Everett filed the lawsuit against the authority and its executive director, Ronald Miller, in June after SHA withheld subsidies for the apartment in which she lived with her two disabled daughters. She was a participant in the voucher program through the Harrisburg Housing Authority (HHA), but said she moved away from Harrisburg because of criminal activity near her home.

The Harrisburg authority helped Everett transfer the voucher to Shamokin, which issued a voucher to her Aug. 24, 2012. That same day, Everett made a request for SHA to inspect her apartment. She said that did not occur.

Two weeks later, SHA sent a letter to Everett saying the agency was revoking the subsidy based on a report from the U.S. Postal Service that her adult son, Khaalid Muhammad, was living with her. Simultaneously, SHA issued a notice to Everett's adult daughter, saying her subsidy was also ending for the same reason.

Everett said in the complaint that for months prior and at that time, Muhammad was renting from the same landlord, Junior Fairweather, but at a different Shamokin apartment.

Everett had a grievance meeting with Miller Oct. 9, 2012, and SHA sent a letter confirming that the information provided by the post office on Khaalid Muhammad's residence was erroneous. However, the subsidy was not reinstated, according to court documents.

In November, Blewitt dismissed most of the claims in the lawsuit, leaving only one - that her due process rights under the 14th Amendment were violated.

In a memorandum explaining the decision, Blewitt said the court found Everett failed to show any irreparable harm Since she has been in Shamokin. She was able to pay her landlord unsubsidized rent for her residence for more than a year, he said.

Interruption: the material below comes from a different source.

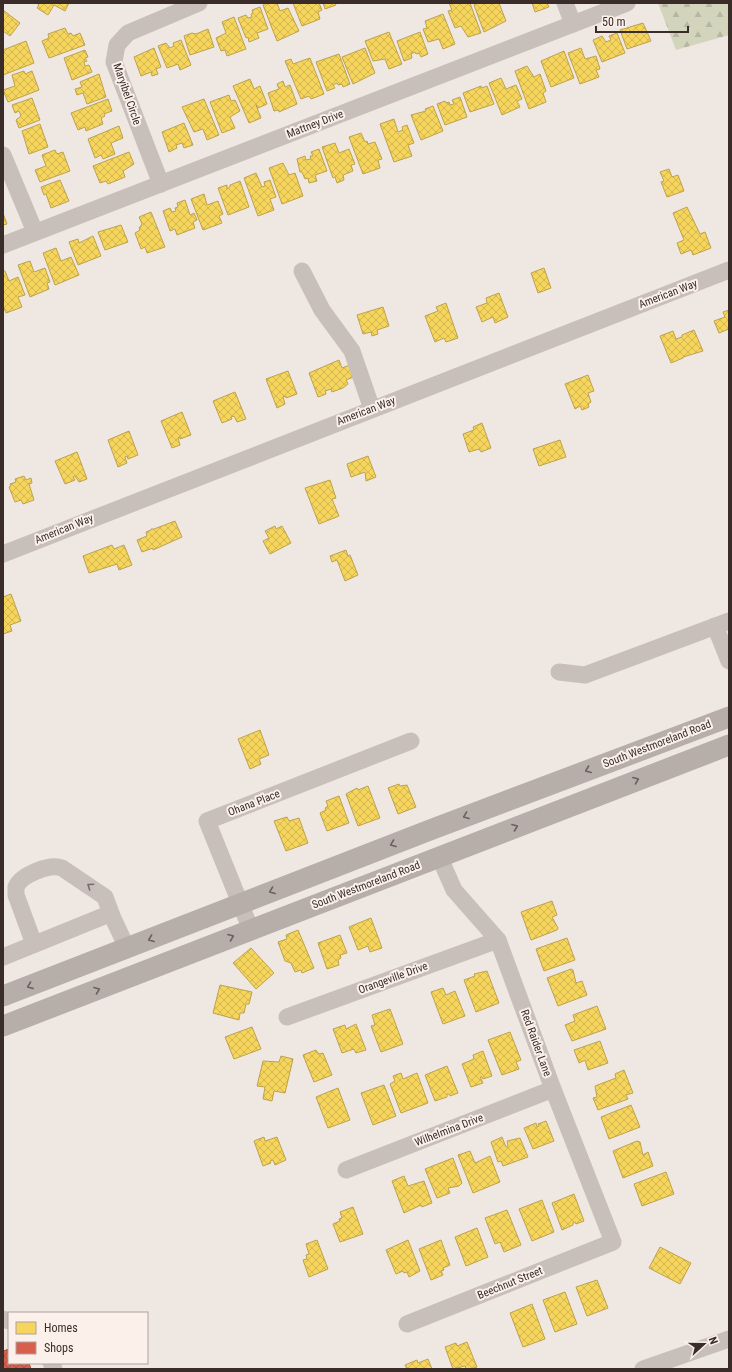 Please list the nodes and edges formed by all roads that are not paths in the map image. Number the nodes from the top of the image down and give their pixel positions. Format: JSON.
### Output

Blewitt also wrote that Everett failed to show a likelihood of success on the merits of her claims, and that the court has adequate remedies at law if she succeeds in her case, receiving money damages for her unsubsidized rental payments she has been making since she moved to Shamokin in October 2012.

Miller was removed from the case because he was sued only in his official capacity, not as an individual. Blewitt said the claims against Miller and SHA are redundant and removed Miller from the suit.